[Task statement] In the entries below, find the line with "middle mcp: (289, 334)" and print exactly every line from there up to and including the line with "index pip: (674, 218)", with no other lines.

[Input material]
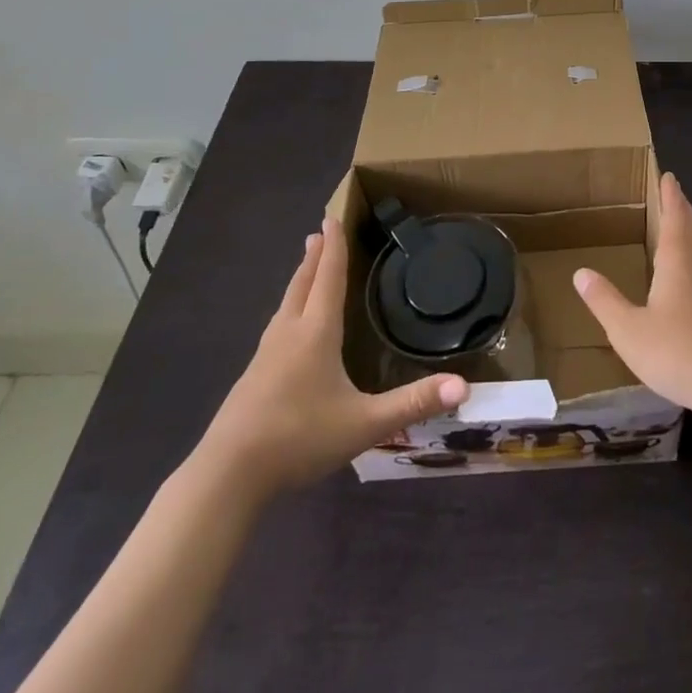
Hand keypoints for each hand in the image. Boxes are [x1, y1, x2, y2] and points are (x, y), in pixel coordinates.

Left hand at [200, 218, 467, 489]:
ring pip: (286, 305)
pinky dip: (289, 308)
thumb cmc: (298, 438)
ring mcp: (265, 356)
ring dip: (300, 280)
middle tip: (319, 232)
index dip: (334, 247)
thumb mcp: (364, 423)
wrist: (227, 475)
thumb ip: (413, 403)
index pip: (329, 278)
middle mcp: (289, 334)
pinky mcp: (252, 378)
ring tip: (306, 268)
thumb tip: (464, 386)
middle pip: (303, 284)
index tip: (331, 217)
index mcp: (316, 332)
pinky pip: (276, 327)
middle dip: (315, 257)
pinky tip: (288, 328)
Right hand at [573, 173, 691, 414]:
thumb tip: (581, 272)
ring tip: (678, 228)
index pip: (674, 218)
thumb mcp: (628, 330)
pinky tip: (687, 277)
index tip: (669, 176)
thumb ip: (605, 301)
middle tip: (674, 193)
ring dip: (690, 232)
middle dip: (682, 209)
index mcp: (677, 262)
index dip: (670, 196)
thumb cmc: (677, 351)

[Answer for this exercise]
middle mcp: (289, 334)
pinky mcp: (252, 378)
ring tip: (306, 268)
thumb tip: (464, 386)
middle pip: (303, 284)
index tip: (331, 217)
index mcp: (316, 332)
pinky pip: (276, 327)
middle dip: (315, 257)
pinky tip: (288, 328)
Right hand at [573, 173, 691, 414]:
thumb tip: (581, 272)
ring tip: (678, 228)
index pip: (674, 218)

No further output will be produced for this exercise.